# Вопросы-ответы > Вопросы к Е.М. Враджендра Кумару прабху >  Каки формы может принимать киртан?

## Игорь1

Харе Кришна, уважаемый Враджендра Кумар прабху!Примите мои поклоны. Слушал сейчас Вашу лекцию,в которой говориться что к преданному служению надо относиться серьёзно - то есть в каждом процессе постараться достичь мастерства. Я с детства, по сравнению со всеми окружающими, более чем прохладно отношусь к музыке. Песни не люблю, стихи не понимаю.
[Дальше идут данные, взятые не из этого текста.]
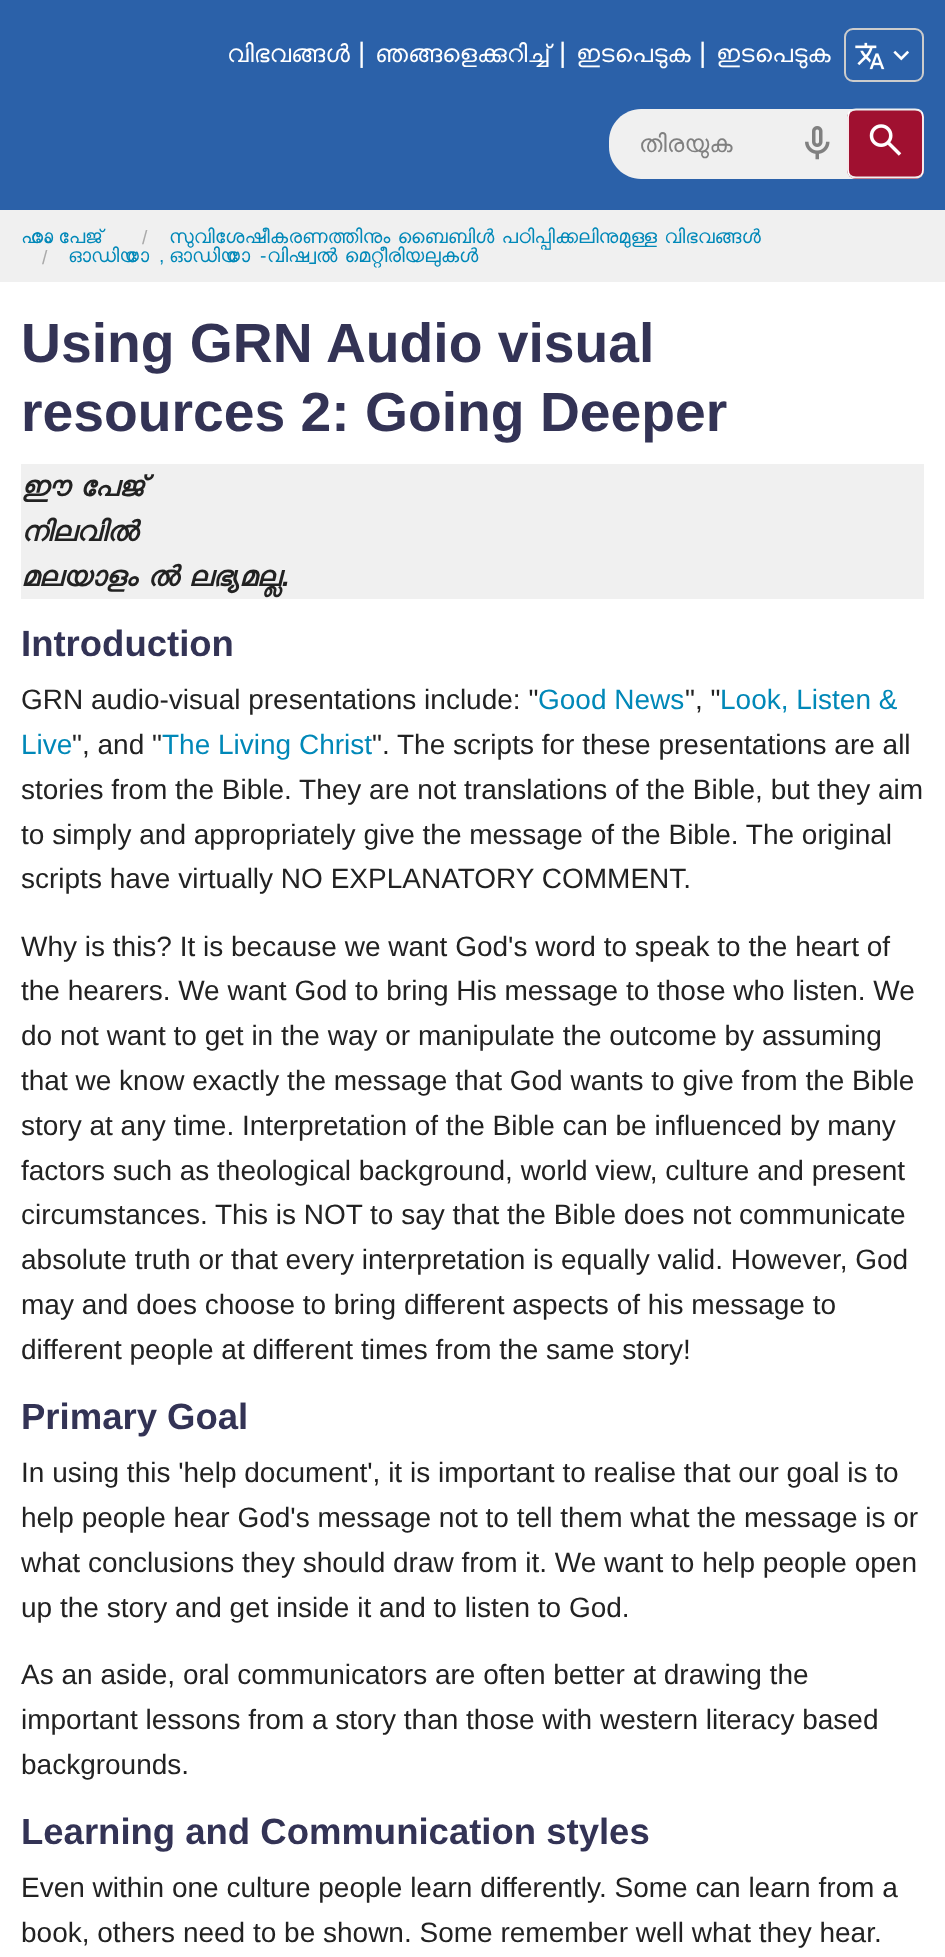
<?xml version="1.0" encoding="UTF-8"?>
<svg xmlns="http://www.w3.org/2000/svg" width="945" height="1957">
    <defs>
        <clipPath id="clip1"><rect x="639" y="130" width="133" height="29"/></clipPath>
    </defs>
    <rect width="100%" height="100%" fill="#FFFFFF"/>
    <rect x="0" y="0" width="945" height="210" fill="#2B61A9"/>
    <text x="227" y="62" font-family="FreeSans" font-size="24.5" fill="#FFFFFF">വിഭവങ്ങൾ</text>
    <text x="358" y="62" font-family="Liberation Sans" font-size="28" fill="#FFFFFF">|</text>
    <text x="375" y="62" font-family="FreeSans" font-size="24.5" fill="#FFFFFF">ഞങ്ങളെക്കുറിച്ച്</text>
    <text x="559" y="62" font-family="Liberation Sans" font-size="28" fill="#FFFFFF">|</text>
    <text x="576" y="62" font-family="FreeSans" font-size="24.5" fill="#FFFFFF">ഇടപെടുക</text>
    <text x="699" y="62" font-family="Liberation Sans" font-size="28" fill="#FFFFFF">|</text>
    <text x="716" y="62" font-family="FreeSans" font-size="24.5" fill="#FFFFFF">ഇടപെടുക</text>
    <rect x="845" y="29" width="78" height="52" rx="8" fill="none" stroke="#CCCCCC" stroke-width="2"/>
    <image x="855" y="42" width="30" height="28" href="img_01.png"/>
    <image x="893" y="50" width="16" height="11" href="img_02.png"/>
    <path d="M 641 109 H 915 C 920 109 924 113 924 118 V 170 C 924 175 920 179 915 179 H 641 C 623.5 179 609 164.5 609 147 V 141 C 609 123.5 623.5 109 641 109 Z" fill="#F0F0F0"/>
    <g clip-path="url(#clip1)">
        <text x="639" y="152" font-family="FreeSans" font-size="24.5" fill="#808080">തിരയുക</text>
    </g>
    <image x="805" y="126" width="25" height="34" href="img_03.png"/>
    <rect x="847" y="109" width="77" height="70" rx="9" fill="#A01030"/>
    <path d="M 850 111.5 C 851.5 110 853.5 109.5 856 109.5 H 915 C 917.5 109.5 919.5 110 921 111.5" fill="none" stroke="#F0F0F0" stroke-width="1.8"/>
    <path d="M 921 111.5 C 922.5 113 923 115 923 117 V 170 C 923 172 922.5 174 921 175.5" fill="none" stroke="#FFFFFF" stroke-width="1.8"/>
    <path d="M 921 175.5 C 919.5 177 917.5 177.5 915 177.5 H 856 C 853.5 177.5 851.5 177 850 175.5" fill="none" stroke="#F0F0F0" stroke-width="1.8"/>
    <path d="M 850 175.5 C 848.5 174 848 172 848 170 V 117 C 848 115 848.5 113 850 111.5" fill="none" stroke="#FFFFFF" stroke-width="1.8"/>
    <image x="869" y="124" width="33" height="32" href="img_04.png"/>
    <rect x="0" y="210" width="945" height="72" fill="#F0F0F0"/>
    <text x="21" y="243" word-spacing="-0.5" font-family="FreeSans" font-size="19.25" fill="#0088B8">ഹോം പേജ്</text>
    <text x="142" y="244" font-family="Liberation Sans" font-size="19.25" fill="#AAAAAA">/</text>
    <text x="169" y="243" word-spacing="-0.5" font-family="FreeSans" font-size="19.25" fill="#0088B8">സുവിശേഷീകരണത്തിനും ബൈബിൾ പഠിപ്പിക്കലിനുമുള്ള വിഭവങ്ങൾ</text>
    <text x="42" y="264" font-family="Liberation Sans" font-size="19.25" fill="#AAAAAA">/</text>
    <text x="68" y="262" font-family="FreeSans" font-size="19.25" fill="#0088B8">ഓഡിയോ</text>
    <text x="169" y="262" font-family="FreeSans" font-size="19.25" fill="#0088B8">ഓഡിയോ</text>
    <text x="260" y="262" font-family="Liberation Sans" font-size="19.25" fill="#0088B8">-</text>
    <text x="267" y="262" word-spacing="-0.5" font-family="FreeSans" font-size="19.25" fill="#0088B8">വിഷ്വൽ മെറ്റീരിയലുകൾ</text>
    <text x="159" y="262" font-family="Liberation Sans" font-size="19.25" fill="#0088B8">,</text>
    <text font-family="Liberation Sans" font-size="55.25" font-weight="700" fill="#333355">
        <tspan x="21" y="362">Using GRN Audio visual</tspan>
        <tspan x="21" y="431">resources 2: Going Deeper</tspan>
    </text>
    <rect x="21" y="464" width="903" height="135" fill="#F0F0F0"/>
    <text font-family="FreeSans" font-size="28" font-weight="700" font-style="italic" fill="#222222">
        <tspan x="21" y="496" word-spacing="-1">ഈ പേജ്</tspan>
        <tspan x="21" y="541">നിലവിൽ</tspan>
        <tspan x="21" y="586" word-spacing="-1">മലയാളം ൽ ലഭ്യമല്ല</tspan>
    </text>
    <text x="282" y="586" font-family="Liberation Sans" font-size="28" font-weight="700" font-style="italic" fill="#222222">.</text>
    <text x="21" y="656" font-family="Liberation Sans" font-size="36.5" font-weight="700" fill="#333355">Introduction</text>
    <text x="21" y="709" font-family="Liberation Sans" font-size="28" fill="#222222">GRN audio-visual presentations include: "</text>
    <text x="538" y="709" font-family="Liberation Sans" font-size="28" fill="#0088B8">Good News</text>
    <text x="685" y="709" font-family="Liberation Sans" font-size="28" fill="#222222">", "</text>
    <text x="720" y="709" font-family="Liberation Sans" font-size="28" fill="#0088B8">Look, Listen &amp;</text>
    <text x="21" y="754" font-family="Liberation Sans" font-size="28" fill="#0088B8">Live</text>
    <text x="72" y="754" font-family="Liberation Sans" font-size="28" fill="#222222">", and "</text>
    <text x="162" y="754" font-family="Liberation Sans" font-size="28" fill="#0088B8">The Living Christ</text>
    <text x="372" y="754" font-family="Liberation Sans" font-size="28" fill="#222222">". The scripts for these presentations are all</text>
    <text font-family="Liberation Sans" font-size="28" fill="#222222">
        <tspan x="21" y="799">stories from the Bible. They are not translations of the Bible, but they aim</tspan>
        <tspan x="21" y="844">to simply and appropriately give the message of the Bible. The original</tspan>
        <tspan x="21" y="888">scripts have virtually NO EXPLANATORY COMMENT.</tspan>
    </text>
    <text font-family="Liberation Sans" font-size="28" fill="#222222">
        <tspan x="21" y="956">Why is this? It is because we want God's word to speak to the heart of</tspan>
        <tspan x="21" y="1000">the hearers. We want God to bring His message to those who listen. We</tspan>
        <tspan x="21" y="1045">do not want to get in the way or manipulate the outcome by assuming</tspan>
        <tspan x="21" y="1090">that we know exactly the message that God wants to give from the Bible</tspan>
        <tspan x="21" y="1135">story at any time. Interpretation of the Bible can be influenced by many</tspan>
        <tspan x="21" y="1180">factors such as theological background, world view, culture and present</tspan>
        <tspan x="21" y="1224">circumstances. This is NOT to say that the Bible does not communicate</tspan>
        <tspan x="21" y="1269">absolute truth or that every interpretation is equally valid. However, God</tspan>
        <tspan x="21" y="1314">may and does choose to bring different aspects of his message to</tspan>
        <tspan x="21" y="1359">different people at different times from the same story!</tspan>
    </text>
    <text x="21" y="1429" font-family="Liberation Sans" font-size="36.5" font-weight="700" fill="#333355">Primary Goal</text>
    <text font-family="Liberation Sans" font-size="28" fill="#222222">
        <tspan x="21" y="1482">In using this 'help document', it is important to realise that our goal is to</tspan>
        <tspan x="21" y="1527">help people hear God's message not to tell them what the message is or</tspan>
        <tspan x="21" y="1572">what conclusions they should draw from it. We want to help people open</tspan>
        <tspan x="21" y="1617">up the story and get inside it and to listen to God.</tspan>
    </text>
    <text font-family="Liberation Sans" font-size="28" fill="#222222">
        <tspan x="21" y="1684">As an aside, oral communicators are often better at drawing the</tspan>
        <tspan x="21" y="1729">important lessons from a story than those with western literacy based</tspan>
        <tspan x="21" y="1774">backgrounds.</tspan>
    </text>
    <text x="21" y="1844" font-family="Liberation Sans" font-size="36.5" font-weight="700" fill="#333355">Learning and Communication styles</text>
    <text font-family="Liberation Sans" font-size="28" fill="#222222">
        <tspan x="21" y="1897">Even within one culture people learn differently. Some can learn from a</tspan>
        <tspan x="21" y="1942">book, others need to be shown. Some remember well what they hear.</tspan>
    </text>
</svg>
Когда  поют киртан, в общепринятом смысле этого слова, меня это никак не трогает, то есть совсем  ни разу. Я даже мирские песни, знакомые с детства и всплывающие время от времени в уме, воспринимаю как напоминание об образно-эмоциональном ряде связанном с ними. То есть "главным из искусств для нас является кино", а моя песня - докопаться до сути чего-нибудь. Как я понимаю, киртан - это воспевание (прославление) Господа. Какие ещё процессы можно отнести к категории киртана, помимо связанных с гармошкой, особенно для людей у которых не слуха не голоса? С уважением, Ваш слуга Игорь.

----------


## Враджендра Кумар дас

В "Нектаре Преданности" примером человека, дотигшего совершенства через киртанам, называют Шукадеву Госвами, который декламировал Шримад Бхагаватам. Поэтому проповедь тоже относится к процессу киртанам.

----------